Description of the task: In the entries below, count the lines holding "РИБАЛЬСЬКА". Reply with the number only.

Provided data section start

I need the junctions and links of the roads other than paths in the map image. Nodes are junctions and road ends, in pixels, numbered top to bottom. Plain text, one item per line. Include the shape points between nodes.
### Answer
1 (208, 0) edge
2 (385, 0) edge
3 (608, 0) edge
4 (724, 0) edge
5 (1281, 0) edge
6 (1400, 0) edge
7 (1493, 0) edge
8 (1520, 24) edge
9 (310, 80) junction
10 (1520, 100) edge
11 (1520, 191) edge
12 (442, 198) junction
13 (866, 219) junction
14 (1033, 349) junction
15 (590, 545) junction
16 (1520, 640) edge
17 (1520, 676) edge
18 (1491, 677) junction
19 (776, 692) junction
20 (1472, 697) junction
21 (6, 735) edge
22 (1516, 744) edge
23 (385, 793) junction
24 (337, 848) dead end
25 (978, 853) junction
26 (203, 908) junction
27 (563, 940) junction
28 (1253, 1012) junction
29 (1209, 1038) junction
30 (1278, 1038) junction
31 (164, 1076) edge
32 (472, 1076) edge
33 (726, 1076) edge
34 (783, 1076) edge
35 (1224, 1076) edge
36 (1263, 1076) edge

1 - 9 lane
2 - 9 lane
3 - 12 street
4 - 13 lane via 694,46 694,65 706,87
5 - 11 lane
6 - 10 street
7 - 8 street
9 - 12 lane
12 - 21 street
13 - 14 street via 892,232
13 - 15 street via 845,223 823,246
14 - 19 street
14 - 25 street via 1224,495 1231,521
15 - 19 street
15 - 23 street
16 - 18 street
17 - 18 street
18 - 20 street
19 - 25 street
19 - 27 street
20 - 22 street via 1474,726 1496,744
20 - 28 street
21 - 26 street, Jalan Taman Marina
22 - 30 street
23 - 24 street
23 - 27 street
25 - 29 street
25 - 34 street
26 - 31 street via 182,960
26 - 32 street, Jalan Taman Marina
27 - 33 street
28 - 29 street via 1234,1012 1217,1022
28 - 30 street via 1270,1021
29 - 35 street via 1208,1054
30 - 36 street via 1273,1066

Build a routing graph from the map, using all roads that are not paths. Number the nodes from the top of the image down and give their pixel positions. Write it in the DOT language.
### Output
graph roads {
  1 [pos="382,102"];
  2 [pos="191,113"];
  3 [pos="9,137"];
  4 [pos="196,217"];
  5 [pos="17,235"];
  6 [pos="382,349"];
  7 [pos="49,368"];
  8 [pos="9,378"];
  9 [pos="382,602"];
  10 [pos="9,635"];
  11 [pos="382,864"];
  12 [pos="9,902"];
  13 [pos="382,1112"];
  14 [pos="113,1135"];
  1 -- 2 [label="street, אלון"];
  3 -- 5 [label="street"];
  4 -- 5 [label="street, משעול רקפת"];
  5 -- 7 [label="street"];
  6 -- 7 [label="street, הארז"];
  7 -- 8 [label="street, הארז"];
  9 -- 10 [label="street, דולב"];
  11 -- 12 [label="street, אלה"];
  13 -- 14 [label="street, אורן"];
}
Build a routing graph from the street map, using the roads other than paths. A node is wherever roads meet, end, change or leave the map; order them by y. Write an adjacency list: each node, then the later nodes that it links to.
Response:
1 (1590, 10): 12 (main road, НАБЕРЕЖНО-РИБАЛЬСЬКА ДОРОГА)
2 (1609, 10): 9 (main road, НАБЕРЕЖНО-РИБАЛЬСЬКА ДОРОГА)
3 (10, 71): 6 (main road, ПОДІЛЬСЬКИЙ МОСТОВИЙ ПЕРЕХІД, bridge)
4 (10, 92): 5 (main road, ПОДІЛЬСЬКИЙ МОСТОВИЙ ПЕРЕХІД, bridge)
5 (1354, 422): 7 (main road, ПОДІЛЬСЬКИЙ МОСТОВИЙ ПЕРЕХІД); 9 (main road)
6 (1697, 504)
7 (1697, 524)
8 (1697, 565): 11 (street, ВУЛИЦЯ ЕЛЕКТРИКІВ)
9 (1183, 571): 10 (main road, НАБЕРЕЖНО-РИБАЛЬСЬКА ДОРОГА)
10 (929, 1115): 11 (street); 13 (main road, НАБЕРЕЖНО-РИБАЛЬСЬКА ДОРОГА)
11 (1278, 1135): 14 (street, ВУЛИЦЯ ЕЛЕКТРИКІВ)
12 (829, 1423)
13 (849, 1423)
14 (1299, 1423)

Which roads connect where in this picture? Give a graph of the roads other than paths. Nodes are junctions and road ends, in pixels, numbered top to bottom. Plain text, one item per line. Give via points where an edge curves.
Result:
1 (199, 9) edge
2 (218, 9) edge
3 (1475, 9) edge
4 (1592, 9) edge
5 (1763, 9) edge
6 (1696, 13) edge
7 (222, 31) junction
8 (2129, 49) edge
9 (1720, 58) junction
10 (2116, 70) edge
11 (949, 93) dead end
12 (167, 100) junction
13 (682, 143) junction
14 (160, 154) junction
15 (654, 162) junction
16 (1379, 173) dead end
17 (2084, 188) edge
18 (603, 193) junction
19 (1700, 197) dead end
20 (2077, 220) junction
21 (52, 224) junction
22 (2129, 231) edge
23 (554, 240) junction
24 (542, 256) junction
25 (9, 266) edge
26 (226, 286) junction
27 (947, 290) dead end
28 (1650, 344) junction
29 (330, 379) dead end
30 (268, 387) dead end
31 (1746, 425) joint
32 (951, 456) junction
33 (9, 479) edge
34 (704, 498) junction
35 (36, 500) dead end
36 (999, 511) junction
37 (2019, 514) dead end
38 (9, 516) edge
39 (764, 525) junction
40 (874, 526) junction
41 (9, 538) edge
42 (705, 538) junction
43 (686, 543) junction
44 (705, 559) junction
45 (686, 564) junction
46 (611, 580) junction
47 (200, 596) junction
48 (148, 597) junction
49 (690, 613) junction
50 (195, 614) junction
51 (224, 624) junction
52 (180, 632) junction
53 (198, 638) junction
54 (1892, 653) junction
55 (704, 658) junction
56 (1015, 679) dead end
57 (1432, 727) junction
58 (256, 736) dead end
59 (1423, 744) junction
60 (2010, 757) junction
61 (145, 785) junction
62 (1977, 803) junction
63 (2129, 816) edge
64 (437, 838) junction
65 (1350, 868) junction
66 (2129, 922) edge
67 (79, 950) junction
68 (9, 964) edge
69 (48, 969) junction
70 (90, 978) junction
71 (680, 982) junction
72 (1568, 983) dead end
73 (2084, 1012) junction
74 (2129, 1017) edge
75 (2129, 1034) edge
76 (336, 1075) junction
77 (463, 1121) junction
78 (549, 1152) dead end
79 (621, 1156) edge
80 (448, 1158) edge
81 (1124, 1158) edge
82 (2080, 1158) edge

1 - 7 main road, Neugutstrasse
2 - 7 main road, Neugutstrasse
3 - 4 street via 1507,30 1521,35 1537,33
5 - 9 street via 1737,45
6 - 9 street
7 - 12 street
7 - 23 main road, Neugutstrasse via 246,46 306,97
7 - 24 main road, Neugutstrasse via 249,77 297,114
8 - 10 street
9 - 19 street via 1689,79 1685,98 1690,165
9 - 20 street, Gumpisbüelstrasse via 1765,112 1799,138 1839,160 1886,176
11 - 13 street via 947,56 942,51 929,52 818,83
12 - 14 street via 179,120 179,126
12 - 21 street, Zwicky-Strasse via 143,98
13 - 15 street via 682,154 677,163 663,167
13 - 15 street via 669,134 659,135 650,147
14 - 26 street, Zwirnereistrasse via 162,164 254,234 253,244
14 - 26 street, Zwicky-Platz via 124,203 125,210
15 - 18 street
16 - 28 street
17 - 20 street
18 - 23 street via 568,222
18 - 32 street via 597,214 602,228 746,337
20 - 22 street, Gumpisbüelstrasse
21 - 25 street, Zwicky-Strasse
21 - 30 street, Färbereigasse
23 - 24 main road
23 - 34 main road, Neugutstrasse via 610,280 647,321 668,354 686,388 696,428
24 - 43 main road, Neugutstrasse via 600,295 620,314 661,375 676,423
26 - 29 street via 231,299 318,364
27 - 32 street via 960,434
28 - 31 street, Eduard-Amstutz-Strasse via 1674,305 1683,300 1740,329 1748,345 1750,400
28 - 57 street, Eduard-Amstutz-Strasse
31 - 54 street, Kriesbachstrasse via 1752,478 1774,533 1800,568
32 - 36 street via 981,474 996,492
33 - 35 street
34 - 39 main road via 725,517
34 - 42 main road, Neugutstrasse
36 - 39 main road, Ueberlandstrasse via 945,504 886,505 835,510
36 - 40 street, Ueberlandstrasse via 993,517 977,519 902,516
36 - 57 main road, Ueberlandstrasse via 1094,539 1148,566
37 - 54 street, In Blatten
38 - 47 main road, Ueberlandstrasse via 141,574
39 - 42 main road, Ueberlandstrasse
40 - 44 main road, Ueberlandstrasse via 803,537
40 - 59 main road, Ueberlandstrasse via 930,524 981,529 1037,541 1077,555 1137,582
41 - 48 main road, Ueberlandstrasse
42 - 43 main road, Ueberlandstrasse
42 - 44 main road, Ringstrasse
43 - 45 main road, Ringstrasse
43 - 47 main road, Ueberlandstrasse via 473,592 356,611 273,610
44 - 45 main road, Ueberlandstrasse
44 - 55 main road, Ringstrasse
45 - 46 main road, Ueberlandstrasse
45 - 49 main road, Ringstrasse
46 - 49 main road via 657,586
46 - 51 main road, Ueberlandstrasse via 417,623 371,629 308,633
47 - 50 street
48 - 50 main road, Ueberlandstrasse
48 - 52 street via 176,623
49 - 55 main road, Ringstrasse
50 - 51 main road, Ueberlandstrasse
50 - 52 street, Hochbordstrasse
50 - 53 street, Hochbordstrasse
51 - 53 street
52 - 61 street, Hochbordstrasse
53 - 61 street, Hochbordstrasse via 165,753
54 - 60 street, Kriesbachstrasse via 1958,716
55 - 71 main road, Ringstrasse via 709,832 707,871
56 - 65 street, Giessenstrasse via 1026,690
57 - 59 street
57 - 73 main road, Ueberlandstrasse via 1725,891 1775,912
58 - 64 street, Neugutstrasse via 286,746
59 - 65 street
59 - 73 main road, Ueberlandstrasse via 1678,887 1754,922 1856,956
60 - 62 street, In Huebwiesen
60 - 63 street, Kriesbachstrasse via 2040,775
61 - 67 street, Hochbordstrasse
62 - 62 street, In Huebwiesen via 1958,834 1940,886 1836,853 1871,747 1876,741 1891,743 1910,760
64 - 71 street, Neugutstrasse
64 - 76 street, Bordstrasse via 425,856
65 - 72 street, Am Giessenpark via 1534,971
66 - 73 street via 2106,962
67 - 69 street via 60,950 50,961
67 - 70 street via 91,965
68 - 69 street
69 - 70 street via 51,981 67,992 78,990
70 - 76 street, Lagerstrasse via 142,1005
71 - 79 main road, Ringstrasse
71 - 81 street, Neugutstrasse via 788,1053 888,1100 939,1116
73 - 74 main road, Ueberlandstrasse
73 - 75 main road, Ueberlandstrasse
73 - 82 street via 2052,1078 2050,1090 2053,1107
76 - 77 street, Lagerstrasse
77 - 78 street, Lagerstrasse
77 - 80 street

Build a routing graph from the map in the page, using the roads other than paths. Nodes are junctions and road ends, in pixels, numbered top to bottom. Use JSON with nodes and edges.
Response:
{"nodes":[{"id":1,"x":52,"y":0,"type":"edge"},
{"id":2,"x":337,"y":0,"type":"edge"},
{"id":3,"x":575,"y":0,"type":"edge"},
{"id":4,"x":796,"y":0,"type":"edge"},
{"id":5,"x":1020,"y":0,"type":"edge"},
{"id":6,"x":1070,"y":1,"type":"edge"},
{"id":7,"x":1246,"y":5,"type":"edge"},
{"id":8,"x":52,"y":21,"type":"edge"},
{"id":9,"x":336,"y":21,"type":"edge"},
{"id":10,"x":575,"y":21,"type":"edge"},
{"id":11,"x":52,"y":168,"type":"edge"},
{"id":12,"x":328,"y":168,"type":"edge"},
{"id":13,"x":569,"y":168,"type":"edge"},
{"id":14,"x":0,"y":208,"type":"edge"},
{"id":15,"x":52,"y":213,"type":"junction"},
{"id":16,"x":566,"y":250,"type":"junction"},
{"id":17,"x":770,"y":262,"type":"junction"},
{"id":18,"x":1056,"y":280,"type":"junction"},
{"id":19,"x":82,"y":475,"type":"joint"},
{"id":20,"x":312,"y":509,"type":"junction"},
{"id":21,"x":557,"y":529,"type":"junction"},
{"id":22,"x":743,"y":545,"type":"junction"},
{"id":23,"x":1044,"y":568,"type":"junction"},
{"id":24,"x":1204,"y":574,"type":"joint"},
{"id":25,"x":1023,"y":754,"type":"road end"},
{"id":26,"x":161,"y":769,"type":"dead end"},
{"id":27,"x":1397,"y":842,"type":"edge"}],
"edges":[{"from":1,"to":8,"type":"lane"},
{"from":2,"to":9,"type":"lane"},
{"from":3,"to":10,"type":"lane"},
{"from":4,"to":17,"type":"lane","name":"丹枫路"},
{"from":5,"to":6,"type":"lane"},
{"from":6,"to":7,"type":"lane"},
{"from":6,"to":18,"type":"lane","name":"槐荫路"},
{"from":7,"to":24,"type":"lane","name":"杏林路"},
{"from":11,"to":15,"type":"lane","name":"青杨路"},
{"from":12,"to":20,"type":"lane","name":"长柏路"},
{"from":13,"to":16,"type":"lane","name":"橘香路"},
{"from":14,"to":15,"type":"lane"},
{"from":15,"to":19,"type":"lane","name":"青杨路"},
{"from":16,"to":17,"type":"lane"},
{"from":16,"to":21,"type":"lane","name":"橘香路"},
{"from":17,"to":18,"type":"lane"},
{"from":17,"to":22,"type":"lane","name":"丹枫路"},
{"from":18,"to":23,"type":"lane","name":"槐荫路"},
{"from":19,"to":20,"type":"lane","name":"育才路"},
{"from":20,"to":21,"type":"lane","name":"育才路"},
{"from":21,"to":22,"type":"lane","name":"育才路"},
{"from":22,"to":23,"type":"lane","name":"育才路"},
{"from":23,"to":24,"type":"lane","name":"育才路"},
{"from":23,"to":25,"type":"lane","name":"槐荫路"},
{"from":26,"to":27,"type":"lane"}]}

Provided data section end

Expected output: 4